A buzzard is expected at the table. The rush would be over by the time I got there and I, my lateness sanctioned, might rightfully slip in. I wouldn’t saunter, nor would I blow in dramatically — flounce, as my grandmother would say. The road would be the dinner table (just as the dinner table, with its veering discussions, is always a road somewhere) and others’ distraction would resolve — well, I would resolve it — into a clean plate.

I would be missed if I were not there. Not at first, not in the frenzy, but later.

Without me, no outlines, no profiles come clear. The very idea of scaffolding is diminished.

“The smaller scraps are tastier” would have no defender. “Close to the bone” would fall out of use as a measure of sharply-felt truth.

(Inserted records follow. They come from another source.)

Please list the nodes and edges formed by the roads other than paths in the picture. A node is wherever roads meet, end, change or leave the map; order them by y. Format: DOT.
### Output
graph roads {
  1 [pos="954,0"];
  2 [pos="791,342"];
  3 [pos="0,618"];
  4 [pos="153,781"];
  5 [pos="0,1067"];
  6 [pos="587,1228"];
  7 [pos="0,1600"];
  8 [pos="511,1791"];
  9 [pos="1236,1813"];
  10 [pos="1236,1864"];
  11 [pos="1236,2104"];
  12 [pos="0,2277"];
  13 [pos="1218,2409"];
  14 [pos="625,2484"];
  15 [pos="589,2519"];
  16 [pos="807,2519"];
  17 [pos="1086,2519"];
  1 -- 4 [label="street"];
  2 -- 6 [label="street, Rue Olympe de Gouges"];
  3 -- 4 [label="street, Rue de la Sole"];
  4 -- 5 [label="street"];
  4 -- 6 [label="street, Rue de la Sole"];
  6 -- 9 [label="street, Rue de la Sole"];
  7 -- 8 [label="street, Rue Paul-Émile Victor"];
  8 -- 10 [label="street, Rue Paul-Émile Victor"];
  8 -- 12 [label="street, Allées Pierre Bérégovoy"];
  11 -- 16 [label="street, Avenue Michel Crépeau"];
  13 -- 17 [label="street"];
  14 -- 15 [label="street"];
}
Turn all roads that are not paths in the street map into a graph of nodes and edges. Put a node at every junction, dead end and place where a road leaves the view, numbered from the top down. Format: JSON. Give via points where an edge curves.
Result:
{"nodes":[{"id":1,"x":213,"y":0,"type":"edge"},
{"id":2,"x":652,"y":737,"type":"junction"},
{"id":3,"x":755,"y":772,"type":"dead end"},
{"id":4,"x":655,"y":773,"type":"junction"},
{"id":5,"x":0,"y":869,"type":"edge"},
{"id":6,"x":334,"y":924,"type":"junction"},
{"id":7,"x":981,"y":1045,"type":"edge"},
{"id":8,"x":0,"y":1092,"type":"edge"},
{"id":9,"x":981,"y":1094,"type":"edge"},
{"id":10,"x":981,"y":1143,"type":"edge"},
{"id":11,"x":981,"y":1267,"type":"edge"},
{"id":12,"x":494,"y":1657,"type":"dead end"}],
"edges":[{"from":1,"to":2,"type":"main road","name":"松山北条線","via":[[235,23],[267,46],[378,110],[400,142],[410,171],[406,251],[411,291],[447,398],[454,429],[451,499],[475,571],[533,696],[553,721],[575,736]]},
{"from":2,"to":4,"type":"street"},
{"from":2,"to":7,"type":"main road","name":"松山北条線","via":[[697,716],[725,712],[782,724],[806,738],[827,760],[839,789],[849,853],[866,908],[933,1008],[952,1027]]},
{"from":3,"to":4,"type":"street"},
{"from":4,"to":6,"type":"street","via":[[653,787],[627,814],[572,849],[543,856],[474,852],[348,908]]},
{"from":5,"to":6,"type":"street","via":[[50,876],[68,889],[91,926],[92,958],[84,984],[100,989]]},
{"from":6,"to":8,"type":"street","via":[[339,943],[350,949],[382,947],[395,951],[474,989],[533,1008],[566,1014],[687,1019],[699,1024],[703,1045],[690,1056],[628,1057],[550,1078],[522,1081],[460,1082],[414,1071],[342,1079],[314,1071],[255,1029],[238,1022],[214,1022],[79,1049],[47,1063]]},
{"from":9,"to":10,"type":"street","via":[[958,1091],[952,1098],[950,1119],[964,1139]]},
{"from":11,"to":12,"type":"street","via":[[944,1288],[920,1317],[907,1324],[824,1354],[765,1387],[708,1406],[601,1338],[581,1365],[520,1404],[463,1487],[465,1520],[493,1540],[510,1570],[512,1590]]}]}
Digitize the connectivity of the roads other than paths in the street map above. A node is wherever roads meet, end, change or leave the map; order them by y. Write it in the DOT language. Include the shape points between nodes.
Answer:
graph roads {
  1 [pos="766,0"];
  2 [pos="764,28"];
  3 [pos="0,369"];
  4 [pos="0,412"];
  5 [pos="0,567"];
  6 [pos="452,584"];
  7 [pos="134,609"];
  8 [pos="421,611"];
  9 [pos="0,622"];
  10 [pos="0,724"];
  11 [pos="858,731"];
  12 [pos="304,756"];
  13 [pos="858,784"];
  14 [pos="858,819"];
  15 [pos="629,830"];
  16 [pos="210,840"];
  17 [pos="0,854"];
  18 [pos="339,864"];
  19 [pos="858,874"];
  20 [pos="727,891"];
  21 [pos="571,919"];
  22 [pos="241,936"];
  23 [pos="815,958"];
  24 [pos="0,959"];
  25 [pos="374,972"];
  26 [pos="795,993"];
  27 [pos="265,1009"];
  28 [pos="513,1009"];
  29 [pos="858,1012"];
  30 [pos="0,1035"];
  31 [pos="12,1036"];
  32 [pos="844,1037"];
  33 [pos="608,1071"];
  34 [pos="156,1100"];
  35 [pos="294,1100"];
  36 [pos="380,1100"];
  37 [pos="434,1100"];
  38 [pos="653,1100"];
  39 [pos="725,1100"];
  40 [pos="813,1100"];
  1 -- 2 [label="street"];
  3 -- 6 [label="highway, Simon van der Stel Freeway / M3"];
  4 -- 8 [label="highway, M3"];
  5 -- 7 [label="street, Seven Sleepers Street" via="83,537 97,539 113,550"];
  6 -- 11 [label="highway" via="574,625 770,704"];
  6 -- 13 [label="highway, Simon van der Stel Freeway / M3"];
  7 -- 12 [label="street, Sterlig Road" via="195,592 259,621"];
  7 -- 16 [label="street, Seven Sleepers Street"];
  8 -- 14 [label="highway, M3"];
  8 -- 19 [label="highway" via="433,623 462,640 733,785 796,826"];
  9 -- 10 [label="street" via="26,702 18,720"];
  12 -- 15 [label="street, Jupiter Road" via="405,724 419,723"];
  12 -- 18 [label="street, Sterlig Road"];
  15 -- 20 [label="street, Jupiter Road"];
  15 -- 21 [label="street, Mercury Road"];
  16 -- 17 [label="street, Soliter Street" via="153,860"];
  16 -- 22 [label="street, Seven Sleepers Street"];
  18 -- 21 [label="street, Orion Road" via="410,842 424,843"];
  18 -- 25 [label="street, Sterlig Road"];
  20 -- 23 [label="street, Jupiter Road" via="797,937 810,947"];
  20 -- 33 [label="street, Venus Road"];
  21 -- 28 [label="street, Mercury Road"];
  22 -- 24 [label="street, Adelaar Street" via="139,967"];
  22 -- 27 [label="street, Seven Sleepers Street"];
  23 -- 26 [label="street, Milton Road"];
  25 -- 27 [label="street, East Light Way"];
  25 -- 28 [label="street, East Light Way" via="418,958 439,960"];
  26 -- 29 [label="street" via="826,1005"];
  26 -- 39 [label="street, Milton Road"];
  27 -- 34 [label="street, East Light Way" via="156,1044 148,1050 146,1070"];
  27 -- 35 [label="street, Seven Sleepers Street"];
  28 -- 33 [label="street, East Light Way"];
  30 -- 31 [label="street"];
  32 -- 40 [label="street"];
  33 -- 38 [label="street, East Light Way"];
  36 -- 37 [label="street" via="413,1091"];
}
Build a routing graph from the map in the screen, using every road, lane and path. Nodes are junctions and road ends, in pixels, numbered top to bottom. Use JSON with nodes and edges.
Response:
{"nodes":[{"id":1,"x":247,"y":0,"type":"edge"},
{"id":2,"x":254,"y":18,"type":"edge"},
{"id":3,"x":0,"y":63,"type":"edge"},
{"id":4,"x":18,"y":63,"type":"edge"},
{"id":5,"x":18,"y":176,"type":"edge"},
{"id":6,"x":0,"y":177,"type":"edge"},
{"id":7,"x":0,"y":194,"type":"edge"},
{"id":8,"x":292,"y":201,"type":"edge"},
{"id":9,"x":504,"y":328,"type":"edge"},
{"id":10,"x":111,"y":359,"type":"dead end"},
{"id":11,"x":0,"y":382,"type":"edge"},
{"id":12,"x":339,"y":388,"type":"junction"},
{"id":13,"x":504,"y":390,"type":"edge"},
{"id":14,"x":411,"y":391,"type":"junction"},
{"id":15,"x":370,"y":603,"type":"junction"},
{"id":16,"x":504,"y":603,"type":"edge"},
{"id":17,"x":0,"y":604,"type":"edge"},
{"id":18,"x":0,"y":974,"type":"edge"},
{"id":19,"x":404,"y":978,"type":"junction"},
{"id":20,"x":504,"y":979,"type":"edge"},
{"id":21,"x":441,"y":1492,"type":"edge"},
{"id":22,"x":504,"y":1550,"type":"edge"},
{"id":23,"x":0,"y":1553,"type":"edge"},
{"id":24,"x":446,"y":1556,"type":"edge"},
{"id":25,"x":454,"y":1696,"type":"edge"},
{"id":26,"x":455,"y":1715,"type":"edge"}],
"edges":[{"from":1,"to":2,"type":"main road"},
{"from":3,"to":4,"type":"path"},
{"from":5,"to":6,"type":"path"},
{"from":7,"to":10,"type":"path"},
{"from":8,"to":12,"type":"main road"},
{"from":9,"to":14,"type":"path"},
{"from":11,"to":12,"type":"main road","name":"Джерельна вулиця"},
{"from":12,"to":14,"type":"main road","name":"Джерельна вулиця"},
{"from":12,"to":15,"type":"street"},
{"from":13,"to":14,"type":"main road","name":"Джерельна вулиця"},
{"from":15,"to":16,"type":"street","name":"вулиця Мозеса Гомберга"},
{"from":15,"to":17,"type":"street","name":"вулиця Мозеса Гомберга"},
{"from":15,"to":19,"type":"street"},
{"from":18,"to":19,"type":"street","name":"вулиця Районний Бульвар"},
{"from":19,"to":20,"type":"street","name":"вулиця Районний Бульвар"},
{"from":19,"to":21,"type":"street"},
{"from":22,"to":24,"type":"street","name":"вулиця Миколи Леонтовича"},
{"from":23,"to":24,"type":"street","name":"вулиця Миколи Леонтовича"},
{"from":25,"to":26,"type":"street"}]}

Without a chance to walk away from abundance, thus proving their wealth, none of the first eaters would be content with their portion. I make their bestowing upon the least of us possible.

With me around, mishaps — side of the highway, over a cliff, more slowly dispensed by poison — do not have to be turned to a higher purpose. I step in. I make use of.

And here, I’m whittling away at the problem.

As a buzzard, I’d know the end of a thing is precisely not that. Things go on, in their way. My presence making the end a beginning, reinterpreting the idea of abundance, allowing for the ever-giving nature of Nature — I’d know these not as religious thoughts. It’s rather that, apportioned rightly, there’s always enough, more than enough. “Nothing but gifts on this poor, poor earth,” says Milosz, who understood perfectly the resemblance between dissolve and increase. Rain scours and sun burns away excesses of form. And rain also seeds, and sun urges forth fuses of green.

I’d love best the movement of stages and increments, to repeat “this bank and shoal of time” while below me banks and shoals of a body went on welling/receding, rising and dropping. I’d be perched on a wire, waiting, ticking off not the meat reducing, but how what’s left, like a dune, shifts and reconstitutes. Yes, it looks like I hover, and the hovering, I know, suggests a discomfiting eagerness. Malevolence. Why is that? I haven’t killed a thing. If the waiting seems untoward, it may be confirming something too real, too true: all the parts that slip from sight, can’t be easily had, collapse in on themselves and require digging, all the parts that promise small, intense bursts of sweetness unnerve us — while the easily abundant, the spans, the expanses (thick haunch, round belly and shoulder), all that lifts easily to another’s lips, and retains its form till the end — seems pure. Right and deserved. Proper and lawful. Thus butchers have their neat diagrams. One knows to call for chop, loin, shank, rump.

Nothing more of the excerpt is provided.